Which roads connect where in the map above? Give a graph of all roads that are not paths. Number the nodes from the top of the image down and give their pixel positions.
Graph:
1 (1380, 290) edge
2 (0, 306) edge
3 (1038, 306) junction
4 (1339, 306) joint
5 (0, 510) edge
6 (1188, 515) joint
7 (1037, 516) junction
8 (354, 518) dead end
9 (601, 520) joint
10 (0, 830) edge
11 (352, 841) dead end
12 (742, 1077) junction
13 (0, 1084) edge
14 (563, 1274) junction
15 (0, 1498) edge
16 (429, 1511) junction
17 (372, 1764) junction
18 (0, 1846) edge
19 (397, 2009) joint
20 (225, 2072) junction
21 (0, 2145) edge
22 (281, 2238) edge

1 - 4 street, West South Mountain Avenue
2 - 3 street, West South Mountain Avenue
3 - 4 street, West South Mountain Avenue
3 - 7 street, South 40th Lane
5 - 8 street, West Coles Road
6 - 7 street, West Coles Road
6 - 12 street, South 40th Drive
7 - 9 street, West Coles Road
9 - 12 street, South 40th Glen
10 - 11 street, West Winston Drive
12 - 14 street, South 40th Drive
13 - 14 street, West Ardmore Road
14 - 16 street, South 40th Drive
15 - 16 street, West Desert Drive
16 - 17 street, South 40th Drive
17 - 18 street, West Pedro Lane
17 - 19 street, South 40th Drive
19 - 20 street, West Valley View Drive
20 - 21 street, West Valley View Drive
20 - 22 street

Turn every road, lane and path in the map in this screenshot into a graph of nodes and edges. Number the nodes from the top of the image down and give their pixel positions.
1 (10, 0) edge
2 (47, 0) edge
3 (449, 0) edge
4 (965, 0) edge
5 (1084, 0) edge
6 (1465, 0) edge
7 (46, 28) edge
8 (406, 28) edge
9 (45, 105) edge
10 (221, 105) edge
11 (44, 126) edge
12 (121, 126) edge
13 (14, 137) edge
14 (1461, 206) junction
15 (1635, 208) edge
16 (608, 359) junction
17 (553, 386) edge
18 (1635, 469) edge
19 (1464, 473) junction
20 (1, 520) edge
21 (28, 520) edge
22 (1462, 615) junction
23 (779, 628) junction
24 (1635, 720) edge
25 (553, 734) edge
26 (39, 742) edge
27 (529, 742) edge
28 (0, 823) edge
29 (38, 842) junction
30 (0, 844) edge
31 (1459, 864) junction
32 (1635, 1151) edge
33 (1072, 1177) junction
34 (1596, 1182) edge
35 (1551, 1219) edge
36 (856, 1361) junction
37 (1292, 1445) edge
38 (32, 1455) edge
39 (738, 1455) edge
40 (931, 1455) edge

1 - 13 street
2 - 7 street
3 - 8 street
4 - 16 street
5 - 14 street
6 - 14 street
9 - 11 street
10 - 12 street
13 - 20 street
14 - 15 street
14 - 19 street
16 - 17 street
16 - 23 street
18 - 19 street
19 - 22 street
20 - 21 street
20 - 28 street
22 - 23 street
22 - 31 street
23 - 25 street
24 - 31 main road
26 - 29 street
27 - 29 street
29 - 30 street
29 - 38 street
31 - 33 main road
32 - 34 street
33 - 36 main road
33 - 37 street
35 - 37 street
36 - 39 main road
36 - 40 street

**Instructions to follow**
The entries above must be returned exactly.

**Result**
Which roads connect where in the map above? Give a graph of all roads that are not paths. Number the nodes from the top of the image down and give their pixel positions.
Graph:
1 (1380, 290) edge
2 (0, 306) edge
3 (1038, 306) junction
4 (1339, 306) joint
5 (0, 510) edge
6 (1188, 515) joint
7 (1037, 516) junction
8 (354, 518) dead end
9 (601, 520) joint
10 (0, 830) edge
11 (352, 841) dead end
12 (742, 1077) junction
13 (0, 1084) edge
14 (563, 1274) junction
15 (0, 1498) edge
16 (429, 1511) junction
17 (372, 1764) junction
18 (0, 1846) edge
19 (397, 2009) joint
20 (225, 2072) junction
21 (0, 2145) edge
22 (281, 2238) edge

1 - 4 street, West South Mountain Avenue
2 - 3 street, West South Mountain Avenue
3 - 4 street, West South Mountain Avenue
3 - 7 street, South 40th Lane
5 - 8 street, West Coles Road
6 - 7 street, West Coles Road
6 - 12 street, South 40th Drive
7 - 9 street, West Coles Road
9 - 12 street, South 40th Glen
10 - 11 street, West Winston Drive
12 - 14 street, South 40th Drive
13 - 14 street, West Ardmore Road
14 - 16 street, South 40th Drive
15 - 16 street, West Desert Drive
16 - 17 street, South 40th Drive
17 - 18 street, West Pedro Lane
17 - 19 street, South 40th Drive
19 - 20 street, West Valley View Drive
20 - 21 street, West Valley View Drive
20 - 22 street

Turn every road, lane and path in the map in this screenshot into a graph of nodes and edges. Number the nodes from the top of the image down and give their pixel positions.
1 (10, 0) edge
2 (47, 0) edge
3 (449, 0) edge
4 (965, 0) edge
5 (1084, 0) edge
6 (1465, 0) edge
7 (46, 28) edge
8 (406, 28) edge
9 (45, 105) edge
10 (221, 105) edge
11 (44, 126) edge
12 (121, 126) edge
13 (14, 137) edge
14 (1461, 206) junction
15 (1635, 208) edge
16 (608, 359) junction
17 (553, 386) edge
18 (1635, 469) edge
19 (1464, 473) junction
20 (1, 520) edge
21 (28, 520) edge
22 (1462, 615) junction
23 (779, 628) junction
24 (1635, 720) edge
25 (553, 734) edge
26 (39, 742) edge
27 (529, 742) edge
28 (0, 823) edge
29 (38, 842) junction
30 (0, 844) edge
31 (1459, 864) junction
32 (1635, 1151) edge
33 (1072, 1177) junction
34 (1596, 1182) edge
35 (1551, 1219) edge
36 (856, 1361) junction
37 (1292, 1445) edge
38 (32, 1455) edge
39 (738, 1455) edge
40 (931, 1455) edge

1 - 13 street
2 - 7 street
3 - 8 street
4 - 16 street
5 - 14 street
6 - 14 street
9 - 11 street
10 - 12 street
13 - 20 street
14 - 15 street
14 - 19 street
16 - 17 street
16 - 23 street
18 - 19 street
19 - 22 street
20 - 21 street
20 - 28 street
22 - 23 street
22 - 31 street
23 - 25 street
24 - 31 main road
26 - 29 street
27 - 29 street
29 - 30 street
29 - 38 street
31 - 33 main road
32 - 34 street
33 - 36 main road
33 - 37 street
35 - 37 street
36 - 39 main road
36 - 40 street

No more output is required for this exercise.